Medicines optimisation

Score: 2

We received mixed feedback from people and relatives in relation to support provided with medication. One person told us they were happy with the way the staff gave them their medicines. Family members of three other people told us staff always came but were sometimes significantly later than scheduled. Some people said the delay in receiving their morning medicines had an impact on their daily routine.

Staff told us they received medicines training. However, the manager said the record of staff’s medicines competencies was not easily available and therefore we had no access to this. One staff member told us the manager had never assessed their competency to give medicines in a person’s home. The service had a comprehensive medicine policy however, staff we met were unaware of the policy and had not read it.

Medicines were not always managed safely. We looked at Medication administration records (MARs) and found there were many unexplained gaps. Medication support plans, if in place did not show current medication.
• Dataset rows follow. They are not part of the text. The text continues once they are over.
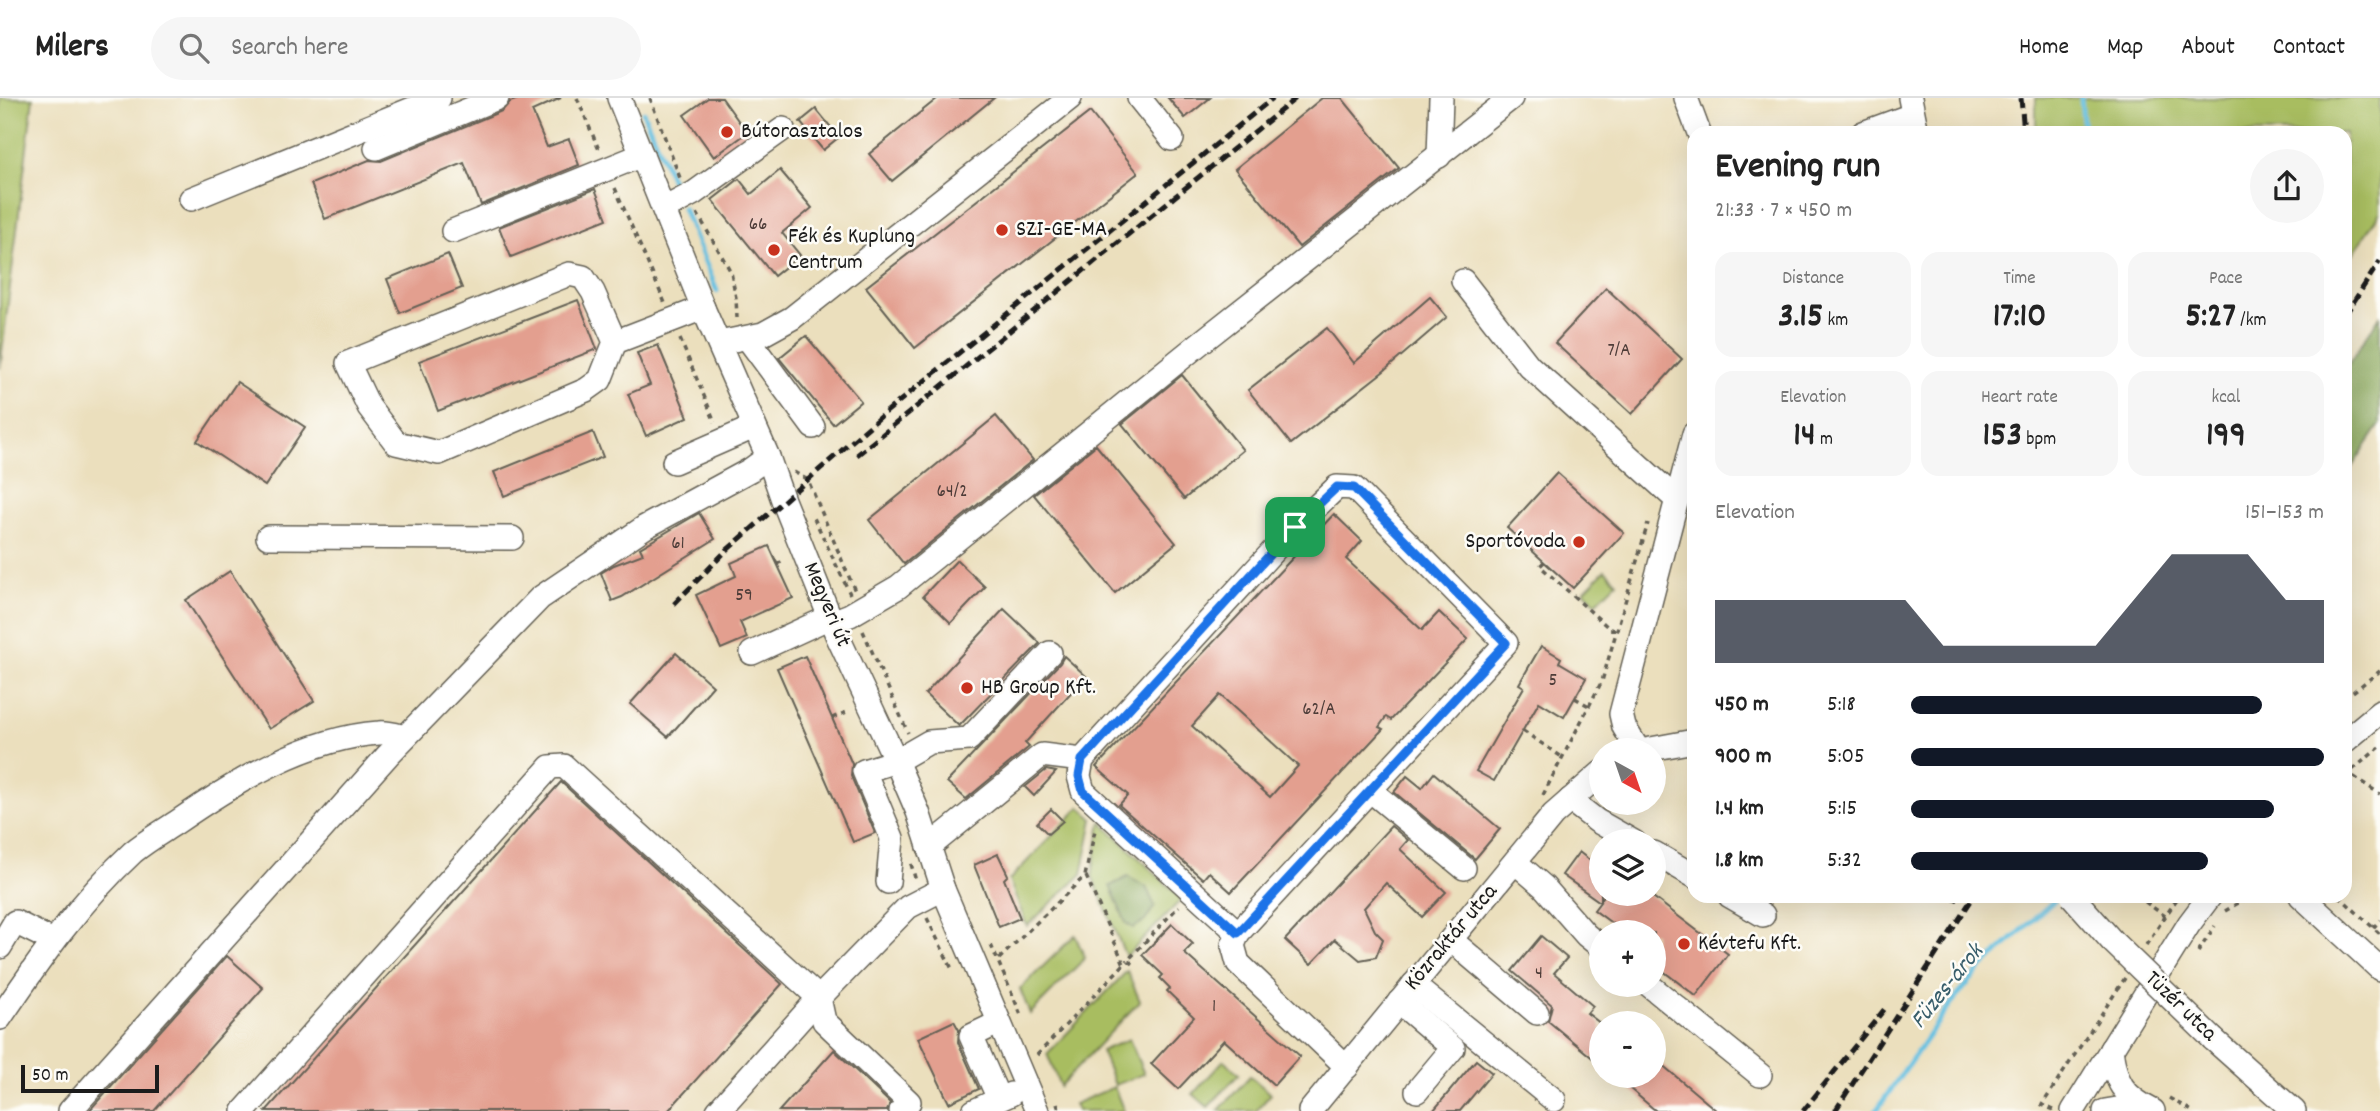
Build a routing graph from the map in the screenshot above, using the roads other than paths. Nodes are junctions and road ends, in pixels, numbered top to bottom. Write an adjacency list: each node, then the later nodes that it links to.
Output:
1 (439, 98): 17 (street)
2 (497, 98): 14 (street)
3 (619, 98): 15 (street, Megyeri út)
4 (1070, 98): 22 (street)
5 (1139, 98): 13 (street)
6 (1441, 98): 16 (street)
7 (1511, 98): 16 (street)
8 (1686, 98): 10 (street)
9 (1913, 116): 11 (street)
10 (1696, 126)
11 (1884, 126)
12 (783, 129): 18 (street)
13 (1172, 139)
14 (376, 148)
15 (642, 155): 18 (street, Megyeri út); 19 (street)
16 (1439, 156): 32 (street)
17 (191, 199)
18 (664, 209): 21 (street, Megyeri út)
19 (453, 232)
20 (1464, 281): 29 (street)
21 (703, 308): 22 (street, Megyeri út); 23 (street)
22 (736, 340): 24 (street, Megyeri út); 25 (street)
23 (615, 342): 23 (street)
24 (754, 427): 26 (street, Megyeri út); 28 (street)
25 (813, 427)
26 (768, 457): 32 (street, Megyeri út); 37 (street)
27 (1687, 461): 29 (street)
28 (674, 462)
29 (1677, 500): 38 (street)
30 (268, 537): 31 (street)
31 (512, 538)
32 (833, 625): 34 (street); 41 (street, Megyeri út)
33 (1049, 653): 41 (street)
34 (755, 660)
35 (2380, 712): 36 (street)
36 (2352, 735)
37 (405, 737): 62 (street); 80 (street)
38 (1631, 738)
39 (1687, 748): 40 (street)
40 (1666, 749)
41 (906, 755): 47 (street, Megyeri út); 52 (street)
42 (1082, 760): 44 (street); 47 (street); 59 (street)
43 (1589, 783): 45 (street, Közraktár utca)
44 (1371, 791): 50 (street); 59 (street)
45 (1570, 800): 46 (street); 49 (street, Közraktár utca)
46 (1611, 829)
47 (919, 851): 53 (street, Megyeri út)
48 (1666, 860): 51 (street)
49 (1515, 862): 60 (street); 61 (street, Közraktár utca)
50 (1464, 868)
51 (1687, 872)
52 (888, 883)
53 (943, 889): 67 (street); 71 (street, Megyeri út)
54 (1742, 903): 58 (street)
55 (2078, 903): 89 (street, Tüzér utca, bridge)
56 (2205, 903): 72 (street)
57 (2309, 903): 64 (street)
58 (1763, 915)
59 (1238, 933): 73 (street)
60 (1589, 937)
61 (1451, 940): 65 (street, Közraktár utca); 69 (street)
62 (53, 941): 63 (street); 70 (street)
63 (0, 947)
64 (2380, 968)
65 (1413, 985): 68 (street, Közraktár utca); 78 (street)
66 (1663, 997): 74 (street)
67 (819, 998): 81 (street); 82 (street); 83 (street)
68 (1399, 1002): 73 (street, Közraktár utca); 76 (street)
69 (1537, 1013)
70 (0, 1018)
71 (998, 1023): 75 (street, Megyeri út); 77 (street)
72 (2111, 1049): 79 (street); 87 (street)
73 (1347, 1067): 86 (street, Közraktár utca)
74 (1760, 1074)
75 (1027, 1087): 77 (street); 85 (street, Megyeri út)
76 (1417, 1091)
77 (999, 1099): 84 (street)
78 (1554, 1100)
79 (2147, 1108): 88 (street)
80 (70, 1111)
81 (244, 1111)
82 (718, 1111)
83 (901, 1111)
84 (974, 1111)
85 (1037, 1111)
86 (1310, 1111)
87 (2073, 1111)
88 (2105, 1111)
89 (2294, 1111)

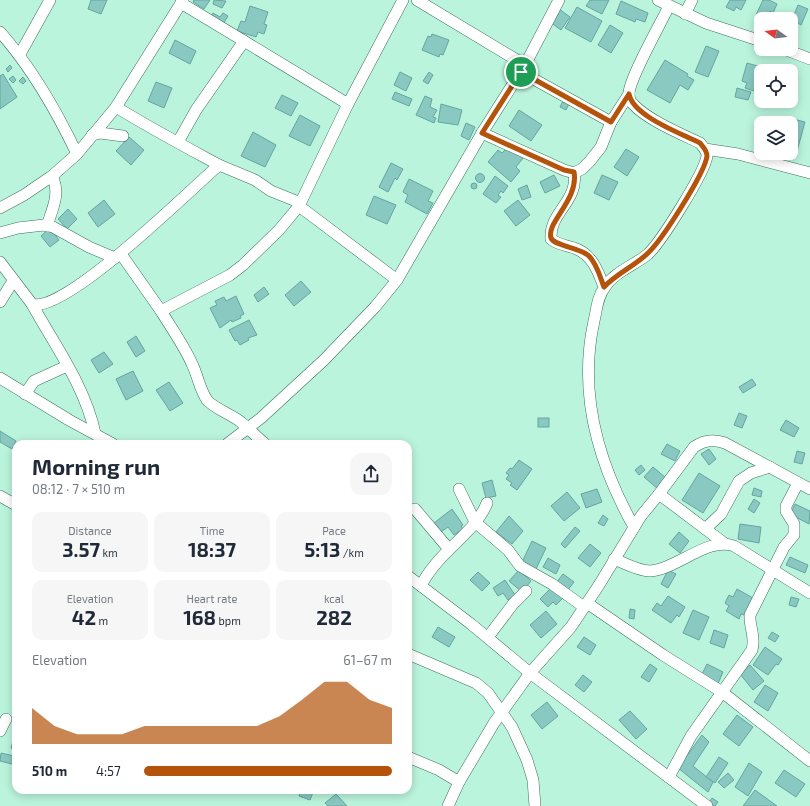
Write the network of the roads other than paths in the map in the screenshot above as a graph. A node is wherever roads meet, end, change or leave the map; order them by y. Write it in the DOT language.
graph roads {
  1 [pos="50,0"];
  2 [pos="403,0"];
  3 [pos="417,0"];
  4 [pos="559,0"];
  5 [pos="658,0"];
  6 [pos="692,0"];
  7 [pos="182,2"];
  8 [pos="670,6"];
  9 [pos="685,14"];
  10 [pos="0,32"];
  11 [pos="754,39"];
  12 [pos="244,41"];
  13 [pos="20,54"];
  14 [pos="798,54"];
  15 [pos="810,58"];
  16 [pos="523,69"];
  17 [pos="629,94"];
  18 [pos="348,104"];
  19 [pos="116,107"];
  20 [pos="611,122"];
  21 [pos="482,133"];
  22 [pos="92,135"];
  23 [pos="124,136"];
  24 [pos="178,142"];
  25 [pos="705,149"];
  26 [pos="77,154"];
  27 [pos="218,165"];
  28 [pos="574,172"];
  29 [pos="810,173"];
  30 [pos="52,176"];
  31 [pos="299,206"];
  32 [pos="0,208"];
  33 [pos="47,226"];
  34 [pos="0,233"];
  35 [pos="118,256"];
  36 [pos="0,262"];
  37 [pos="397,280"];
  38 [pos="13,281"];
  39 [pos="604,287"];
  40 [pos="0,302"];
  41 [pos="32,304"];
  42 [pos="161,311"];
  43 [pos="67,366"];
  44 [pos="0,378"];
  45 [pos="25,394"];
  46 [pos="247,429"];
  47 [pos="95,433"];
  48 [pos="107,440"];
  49 [pos="232,440"];
  50 [pos="260,440"];
  51 [pos="770,467"];
  52 [pos="798,483"];
  53 [pos="459,489"];
  54 [pos="810,489"];
  55 [pos="659,494"];
  56 [pos="0,496"];
  57 [pos="487,502"];
  58 [pos="12,503"];
  59 [pos="415,509"];
  60 [pos="476,522"];
  61 [pos="634,527"];
  62 [pos="705,529"];
  63 [pos="724,543"];
  64 [pos="448,548"];
  65 [pos="614,559"];
  66 [pos="772,570"];
  67 [pos="412,579"];
  68 [pos="421,586"];
  69 [pos="526,592"];
  70 [pos="810,593"];
  71 [pos="586,605"];
  72 [pos="488,637"];
  73 [pos="412,656"];
  74 [pos="530,673"];
  75 [pos="722,692"];
  76 [pos="502,712"];
  77 [pos="6,719"];
  78 [pos="0,730"];
  79 [pos="412,759"];
  80 [pos="810,761"];
  81 [pos="669,777"];
  82 [pos="459,782"];
  83 [pos="448,806"];
  84 [pos="535,806"];
  85 [pos="707,806"];
  1 -- 13 [label="street"];
  2 -- 18 [label="street"];
  3 -- 16 [label="street"];
  4 -- 16 [label="street"];
  5 -- 8 [label="street"];
  6 -- 9 [label="street"];
  7 -- 12 [label="street"];
  7 -- 19 [label="street"];
  8 -- 9 [label="street"];
  8 -- 17 [label="street"];
  9 -- 11 [label="street"];
  10 -- 13 [label="street"];
  12 -- 18 [label="street"];
  12 -- 24 [label="street"];
  13 -- 26 [label="street"];
  14 -- 15 [label="street"];
  16 -- 20 [label="street"];
  16 -- 21 [label="street"];
  17 -- 20 [label="street"];
  17 -- 25 [label="street"];
  18 -- 31 [label="street"];
  19 -- 22 [label="street"];
  19 -- 24 [label="street"];
  20 -- 28 [label="street"];
  21 -- 28 [label="street"];
  21 -- 37 [label="street"];
  22 -- 23 [label="street"];
  22 -- 26 [label="street"];
  24 -- 27 [label="street"];
  25 -- 29 [label="street"];
  25 -- 39 [label="street"];
  26 -- 30 [label="street"];
  27 -- 31 [label="street"];
  27 -- 35 [label="street"];
  28 -- 39 [label="street"];
  30 -- 32 [label="street"];
  30 -- 33 [label="street"];
  31 -- 37 [label="street"];
  31 -- 42 [label="street"];
  33 -- 34 [label="street"];
  33 -- 35 [label="street"];
  35 -- 41 [label="street"];
  35 -- 42 [label="street"];
  36 -- 38 [label="street"];
  37 -- 46 [label="street"];
  38 -- 40 [label="street"];
  38 -- 41 [label="street"];
  39 -- 61 [label="street"];
  41 -- 43 [label="street"];
  42 -- 46 [label="street"];
  43 -- 45 [label="street"];
  43 -- 47 [label="street"];
  44 -- 45 [label="street"];
  45 -- 47 [label="street"];
  46 -- 49 [label="street"];
  46 -- 50 [label="street"];
  47 -- 48 [label="street"];
  51 -- 52 [label="street"];
  51 -- 55 [label="street"];
  51 -- 62 [label="street"];
  52 -- 54 [label="street"];
  52 -- 66 [label="street"];
  53 -- 60 [label="street"];
  55 -- 61 [label="street"];
  55 -- 62 [label="street"];
  56 -- 58 [label="street"];
  57 -- 60 [label="street"];
  59 -- 64 [label="street"];
  60 -- 64 [label="street"];
  60 -- 71 [label="street"];
  61 -- 65 [label="street"];
  62 -- 63 [label="street"];
  63 -- 65 [label="street"];
  63 -- 66 [label="street"];
  64 -- 68 [label="street"];
  65 -- 71 [label="street"];
  66 -- 70 [label="street"];
  66 -- 75 [label="street"];
  67 -- 68 [label="street"];
  68 -- 72 [label="street"];
  69 -- 72 [label="street"];
  71 -- 74 [label="street"];
  71 -- 75 [label="street"];
  72 -- 74 [label="street"];
  73 -- 76 [label="street"];
  74 -- 76 [label="street"];
  74 -- 81 [label="street"];
  75 -- 80 [label="street"];
  75 -- 81 [label="street"];
  76 -- 82 [label="street"];
  76 -- 84 [label="street"];
  77 -- 78 [label="street"];
  79 -- 82 [label="street"];
  81 -- 85 [label="street"];
  82 -- 83 [label="street"];
}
We found MAR charts with medication crossed out and no explanations regarding this. People’s medication care plans did not meet the standard required by the service’s own medicine policy. There were no PRN protocols in place for people who required medicines ‘as needed’. Where PRN medicines had been administered there was no record to show why the medicine had been given or the dose of medicine. Medicines were not checked by staff. For example, one person’s Dossett box (used for storing medicines) had 3 paracetamols in rather than the prescribed 2. This was in use but had not been verified as this would have been noted in the stock check. Instructions from the pharmacy were not always clear with descriptions of medication, although this is a pharmacy error this had not been picked up on medication checks prior to administration and actioned by either the staff member or escalated to the registered manager. We saw evidence that one person’s senna medication had been signed for as being administered by staff however this was not correct as the family had been administering these medicines on an evening. This was a breach of Regulation 12 of The Health and Social Care Act 2008 (Regulated Activities) Regulations 2014.